The quintessential Hassidic melody, in all its various formal structures and degrees of complexity, came to be known as a niggun (Heb.), or nign (its derived Yiddish counterpart). But considerable confusion can surround this terminology, since the Hebrew word niggun (as well as its Yiddish derivation) translates generically and simply as “melody” or “tune,” without reference to type or purpose. (At one time it was also used to signify “music”: an obsolete meaning of the Hebrew phrase ḥakhmat haniggun is “music theory” or “theory of music.”) Depending on the context and time frame of use, niggun could, in theory, mean any type of melody. And so it has been employed. Indeed, in eastern European Ashkenazi synagogue and cantorial jargon for at least 150 years, the label missinai niggunim has referred (at first colloquially as a Yiddish tag and only more recently as accepted ethnomusicological rubric) to the circumscribed set of seasonal leitmotifs associated historically with High Holy Day, Festival, and a few other annual liturgies—having nothing to do with Hassidim per se. In other cases, niggun in various grammatical forms has been used more broadly to refer to synagogue melodies and modalities in general. In the realm of secular Yiddish folksong, one finds its occasional use with reference simply to “tunes,” without Hassidic implication. And in the late 19th and early 20th centuries, synagogue music scholars such as Aron Friedman used niggun exclusively with reference to biblical cantillation motifs.
Nonetheless, as Hassidic music and Hassidism in general have come gradually to the attention of the wider Jewish public during the course of the 20th century—particularly in the post–World War II years—we have come increasingly and necessarily to accept the Hassidic connotation as the primary association, without further stipulation. That is how classical composers, too, have employed the term in titling their works based on Hassidic melos: Ernest Bloch, for example. It is therefore probably safe to conclude that in the absence of any descriptive modifier of the word niggun to the contrary, the adjective “Hassidic” has become all but superfluous.
Rather than attempting to render their wordless niggunim by humming or by open-mouth legato singing (oo, or ah), as in Western vocalises, Hassidim developed the practice of utilizing vocables.
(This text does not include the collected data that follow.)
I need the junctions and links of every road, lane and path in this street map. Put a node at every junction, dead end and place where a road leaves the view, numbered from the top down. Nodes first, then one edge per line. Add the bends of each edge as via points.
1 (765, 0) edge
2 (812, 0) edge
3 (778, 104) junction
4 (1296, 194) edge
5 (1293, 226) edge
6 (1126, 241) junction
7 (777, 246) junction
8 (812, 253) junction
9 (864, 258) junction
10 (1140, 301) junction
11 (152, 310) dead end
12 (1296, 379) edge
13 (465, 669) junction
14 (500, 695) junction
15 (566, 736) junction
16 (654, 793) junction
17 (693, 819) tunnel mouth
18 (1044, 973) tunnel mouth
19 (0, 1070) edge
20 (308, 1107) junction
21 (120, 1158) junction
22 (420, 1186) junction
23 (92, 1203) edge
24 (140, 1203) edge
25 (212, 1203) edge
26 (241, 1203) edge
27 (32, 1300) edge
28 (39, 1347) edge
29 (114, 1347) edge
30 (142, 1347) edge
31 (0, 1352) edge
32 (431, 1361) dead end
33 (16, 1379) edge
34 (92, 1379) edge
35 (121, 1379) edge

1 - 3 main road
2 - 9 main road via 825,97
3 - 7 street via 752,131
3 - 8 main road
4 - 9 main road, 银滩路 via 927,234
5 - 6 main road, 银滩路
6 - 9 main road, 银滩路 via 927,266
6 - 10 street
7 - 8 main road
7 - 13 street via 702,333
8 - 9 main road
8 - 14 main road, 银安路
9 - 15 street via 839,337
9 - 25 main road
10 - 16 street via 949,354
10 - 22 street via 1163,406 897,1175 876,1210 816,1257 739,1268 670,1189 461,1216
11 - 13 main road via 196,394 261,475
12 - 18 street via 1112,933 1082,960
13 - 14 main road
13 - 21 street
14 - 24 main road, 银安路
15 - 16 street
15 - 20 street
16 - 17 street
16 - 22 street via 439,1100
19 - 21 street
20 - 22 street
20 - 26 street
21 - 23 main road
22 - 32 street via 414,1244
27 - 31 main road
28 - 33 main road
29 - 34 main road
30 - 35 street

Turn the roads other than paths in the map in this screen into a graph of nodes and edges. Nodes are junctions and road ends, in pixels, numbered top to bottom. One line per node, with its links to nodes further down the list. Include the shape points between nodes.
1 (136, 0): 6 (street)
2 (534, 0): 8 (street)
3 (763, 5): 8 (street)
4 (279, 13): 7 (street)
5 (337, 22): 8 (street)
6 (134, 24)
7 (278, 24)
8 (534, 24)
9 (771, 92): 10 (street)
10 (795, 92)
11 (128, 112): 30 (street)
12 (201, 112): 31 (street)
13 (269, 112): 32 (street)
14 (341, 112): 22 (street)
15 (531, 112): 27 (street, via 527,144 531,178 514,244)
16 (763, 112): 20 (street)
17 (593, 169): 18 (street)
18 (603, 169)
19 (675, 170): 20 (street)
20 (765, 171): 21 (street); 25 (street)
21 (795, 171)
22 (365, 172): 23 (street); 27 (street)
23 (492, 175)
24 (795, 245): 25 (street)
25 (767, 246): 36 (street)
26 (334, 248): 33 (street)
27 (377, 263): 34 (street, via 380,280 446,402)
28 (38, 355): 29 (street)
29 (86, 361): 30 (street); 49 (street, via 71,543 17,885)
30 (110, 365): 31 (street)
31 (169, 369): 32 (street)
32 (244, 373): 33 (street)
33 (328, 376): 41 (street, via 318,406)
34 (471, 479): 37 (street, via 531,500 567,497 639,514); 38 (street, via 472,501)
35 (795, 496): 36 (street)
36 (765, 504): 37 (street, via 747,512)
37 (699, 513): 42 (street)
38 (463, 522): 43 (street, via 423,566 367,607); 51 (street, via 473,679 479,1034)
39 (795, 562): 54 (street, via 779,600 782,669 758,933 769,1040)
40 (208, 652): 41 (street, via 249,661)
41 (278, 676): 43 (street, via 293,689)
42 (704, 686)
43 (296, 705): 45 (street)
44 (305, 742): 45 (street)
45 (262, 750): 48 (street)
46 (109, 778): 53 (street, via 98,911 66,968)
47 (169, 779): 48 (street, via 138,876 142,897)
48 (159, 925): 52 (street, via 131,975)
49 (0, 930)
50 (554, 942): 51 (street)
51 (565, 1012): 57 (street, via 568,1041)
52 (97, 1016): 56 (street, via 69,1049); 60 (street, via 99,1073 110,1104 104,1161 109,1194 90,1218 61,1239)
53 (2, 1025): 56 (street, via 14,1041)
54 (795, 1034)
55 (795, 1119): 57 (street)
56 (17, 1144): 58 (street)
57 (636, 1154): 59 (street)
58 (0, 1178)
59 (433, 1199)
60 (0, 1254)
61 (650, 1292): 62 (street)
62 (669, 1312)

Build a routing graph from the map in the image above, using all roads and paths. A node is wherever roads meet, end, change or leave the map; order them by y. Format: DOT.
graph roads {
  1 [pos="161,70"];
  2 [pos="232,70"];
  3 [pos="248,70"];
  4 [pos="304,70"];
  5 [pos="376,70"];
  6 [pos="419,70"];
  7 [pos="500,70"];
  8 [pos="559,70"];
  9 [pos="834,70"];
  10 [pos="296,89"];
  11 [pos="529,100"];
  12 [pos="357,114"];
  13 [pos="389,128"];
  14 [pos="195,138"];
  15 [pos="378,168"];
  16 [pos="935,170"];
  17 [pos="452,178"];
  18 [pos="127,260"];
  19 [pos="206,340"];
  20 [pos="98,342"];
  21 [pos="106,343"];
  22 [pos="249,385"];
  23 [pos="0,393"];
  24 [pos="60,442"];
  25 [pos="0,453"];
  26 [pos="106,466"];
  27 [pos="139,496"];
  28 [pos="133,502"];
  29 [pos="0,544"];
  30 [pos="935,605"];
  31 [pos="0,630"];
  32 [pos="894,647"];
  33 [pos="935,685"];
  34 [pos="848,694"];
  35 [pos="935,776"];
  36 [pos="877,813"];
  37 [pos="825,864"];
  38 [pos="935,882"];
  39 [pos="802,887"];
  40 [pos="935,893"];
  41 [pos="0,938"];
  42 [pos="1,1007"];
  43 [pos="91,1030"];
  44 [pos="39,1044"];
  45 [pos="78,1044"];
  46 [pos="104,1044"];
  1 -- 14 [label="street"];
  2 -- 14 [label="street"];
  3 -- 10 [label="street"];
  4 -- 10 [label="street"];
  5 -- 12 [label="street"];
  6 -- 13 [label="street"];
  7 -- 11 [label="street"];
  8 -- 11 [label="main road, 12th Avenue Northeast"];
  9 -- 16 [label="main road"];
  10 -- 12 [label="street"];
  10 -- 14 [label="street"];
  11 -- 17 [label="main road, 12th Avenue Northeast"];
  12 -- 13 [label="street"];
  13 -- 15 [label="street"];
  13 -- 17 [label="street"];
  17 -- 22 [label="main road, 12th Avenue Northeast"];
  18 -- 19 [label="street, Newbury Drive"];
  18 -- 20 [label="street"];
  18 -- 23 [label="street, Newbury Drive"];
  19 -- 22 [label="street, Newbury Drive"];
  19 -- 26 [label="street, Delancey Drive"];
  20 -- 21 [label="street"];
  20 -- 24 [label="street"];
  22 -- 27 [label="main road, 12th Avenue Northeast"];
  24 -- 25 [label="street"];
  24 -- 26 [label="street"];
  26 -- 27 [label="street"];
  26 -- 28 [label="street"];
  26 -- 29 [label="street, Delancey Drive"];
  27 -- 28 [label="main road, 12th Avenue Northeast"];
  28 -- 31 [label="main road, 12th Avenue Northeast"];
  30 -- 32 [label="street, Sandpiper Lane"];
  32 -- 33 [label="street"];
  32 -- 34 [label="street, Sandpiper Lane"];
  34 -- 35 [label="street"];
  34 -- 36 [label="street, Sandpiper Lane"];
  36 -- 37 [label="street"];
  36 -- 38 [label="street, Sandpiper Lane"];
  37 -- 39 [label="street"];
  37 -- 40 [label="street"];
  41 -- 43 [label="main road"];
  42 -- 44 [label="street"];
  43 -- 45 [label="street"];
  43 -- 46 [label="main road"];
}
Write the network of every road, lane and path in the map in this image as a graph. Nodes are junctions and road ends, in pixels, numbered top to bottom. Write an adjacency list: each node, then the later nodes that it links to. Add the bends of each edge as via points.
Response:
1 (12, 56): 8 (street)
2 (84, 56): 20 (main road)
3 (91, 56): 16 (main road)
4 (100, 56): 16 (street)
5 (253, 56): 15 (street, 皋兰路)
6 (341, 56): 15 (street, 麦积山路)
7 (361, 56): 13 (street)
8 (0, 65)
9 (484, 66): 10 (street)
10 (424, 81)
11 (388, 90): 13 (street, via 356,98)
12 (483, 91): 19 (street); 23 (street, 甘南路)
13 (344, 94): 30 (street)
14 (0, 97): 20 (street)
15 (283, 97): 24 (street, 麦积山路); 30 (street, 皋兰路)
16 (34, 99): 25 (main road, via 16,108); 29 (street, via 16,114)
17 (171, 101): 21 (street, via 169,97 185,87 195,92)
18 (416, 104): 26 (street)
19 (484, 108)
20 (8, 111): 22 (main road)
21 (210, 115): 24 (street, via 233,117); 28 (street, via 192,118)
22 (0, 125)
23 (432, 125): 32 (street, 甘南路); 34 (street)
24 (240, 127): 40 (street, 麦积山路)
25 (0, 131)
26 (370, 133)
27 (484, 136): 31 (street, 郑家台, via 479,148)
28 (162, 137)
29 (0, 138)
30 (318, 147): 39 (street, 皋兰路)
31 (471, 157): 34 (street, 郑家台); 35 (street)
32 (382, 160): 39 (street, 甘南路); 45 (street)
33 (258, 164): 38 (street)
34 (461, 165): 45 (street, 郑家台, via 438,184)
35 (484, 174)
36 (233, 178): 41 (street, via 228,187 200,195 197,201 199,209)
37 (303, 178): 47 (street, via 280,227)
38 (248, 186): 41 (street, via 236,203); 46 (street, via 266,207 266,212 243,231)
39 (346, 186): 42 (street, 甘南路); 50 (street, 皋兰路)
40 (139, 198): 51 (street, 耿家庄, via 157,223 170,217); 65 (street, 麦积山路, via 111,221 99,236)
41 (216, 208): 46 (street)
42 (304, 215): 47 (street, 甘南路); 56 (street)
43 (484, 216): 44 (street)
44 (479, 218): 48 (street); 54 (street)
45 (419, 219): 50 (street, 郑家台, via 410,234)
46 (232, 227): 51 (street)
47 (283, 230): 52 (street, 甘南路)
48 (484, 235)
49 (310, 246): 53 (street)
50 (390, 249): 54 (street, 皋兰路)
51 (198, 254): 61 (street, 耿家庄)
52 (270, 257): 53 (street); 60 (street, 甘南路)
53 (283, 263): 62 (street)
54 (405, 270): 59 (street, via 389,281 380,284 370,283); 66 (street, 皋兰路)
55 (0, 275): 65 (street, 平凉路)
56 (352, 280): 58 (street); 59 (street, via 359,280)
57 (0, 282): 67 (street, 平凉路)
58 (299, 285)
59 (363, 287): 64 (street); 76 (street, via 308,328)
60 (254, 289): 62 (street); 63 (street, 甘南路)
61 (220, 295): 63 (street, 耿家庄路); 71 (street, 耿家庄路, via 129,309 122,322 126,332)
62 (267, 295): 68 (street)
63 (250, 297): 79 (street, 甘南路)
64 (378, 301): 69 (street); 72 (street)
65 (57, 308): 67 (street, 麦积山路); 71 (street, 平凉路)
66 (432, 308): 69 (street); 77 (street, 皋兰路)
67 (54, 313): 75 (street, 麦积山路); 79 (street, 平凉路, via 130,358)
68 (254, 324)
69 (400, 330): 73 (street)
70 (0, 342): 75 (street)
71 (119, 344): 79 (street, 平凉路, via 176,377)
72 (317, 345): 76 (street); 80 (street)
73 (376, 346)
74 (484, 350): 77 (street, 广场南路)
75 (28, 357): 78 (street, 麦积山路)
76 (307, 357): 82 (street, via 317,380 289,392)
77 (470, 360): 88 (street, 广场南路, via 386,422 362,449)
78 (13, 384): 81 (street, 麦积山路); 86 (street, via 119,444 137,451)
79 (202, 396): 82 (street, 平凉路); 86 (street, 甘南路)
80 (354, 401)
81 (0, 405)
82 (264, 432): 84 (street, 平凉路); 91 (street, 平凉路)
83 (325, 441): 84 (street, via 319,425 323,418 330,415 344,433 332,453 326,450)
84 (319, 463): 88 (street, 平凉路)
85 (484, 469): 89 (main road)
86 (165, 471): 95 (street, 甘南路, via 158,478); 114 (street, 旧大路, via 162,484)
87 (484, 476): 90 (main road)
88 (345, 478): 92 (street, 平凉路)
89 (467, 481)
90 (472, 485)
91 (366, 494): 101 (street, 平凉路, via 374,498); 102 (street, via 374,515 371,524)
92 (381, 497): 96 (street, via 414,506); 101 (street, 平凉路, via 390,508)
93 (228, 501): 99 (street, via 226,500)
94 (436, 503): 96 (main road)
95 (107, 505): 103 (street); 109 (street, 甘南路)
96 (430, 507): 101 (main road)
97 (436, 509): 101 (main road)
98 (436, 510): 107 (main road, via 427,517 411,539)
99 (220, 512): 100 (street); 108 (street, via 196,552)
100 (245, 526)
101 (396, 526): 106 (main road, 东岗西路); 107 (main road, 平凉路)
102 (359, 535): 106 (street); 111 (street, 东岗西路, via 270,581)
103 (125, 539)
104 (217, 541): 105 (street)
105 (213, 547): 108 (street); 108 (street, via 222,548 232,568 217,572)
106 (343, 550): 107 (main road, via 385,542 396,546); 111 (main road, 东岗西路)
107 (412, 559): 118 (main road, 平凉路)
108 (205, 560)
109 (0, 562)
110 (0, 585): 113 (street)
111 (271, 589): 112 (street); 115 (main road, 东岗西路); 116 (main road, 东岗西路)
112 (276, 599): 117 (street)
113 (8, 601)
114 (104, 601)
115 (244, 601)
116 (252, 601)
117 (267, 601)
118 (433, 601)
These include such deliveries as oy, yoy, yoy, yoy . . .; day, day, day . . .; na, na, na, na . . .; aha, aha, aha . . .; ya ba bam, ya ba bam . . .; yama ma ma ma . . .; bim-bam bam bam . . .; lay, lay, lay, lay . . .; and a variety of others that can be manipulated to evoke intense feeling. They are sometimes improvised in the context of desired moods and sometimes fixed by tradition as standard features of particular niggunim. Moreover, specific syllabic usages have sometimes been associated with corresponding preferences of particular dynasties and their own traditions—although over time, such distinctions, to the extent that they were once in force, have tended to become blurred. There are those who maintain that they can identify the dynasty of origin of a niggun by the specific choices of syllabic delivery, but that claim, while still valid in some cases, can be easily oversimplified if not inadvertently exaggerated. Some Hassidic informants and insiders, even their leaders, acknowledge this associative phenomenon, though hardly in an airtight, mutually exclusive context; others question it altogether in view of intercultural contact over so long a period.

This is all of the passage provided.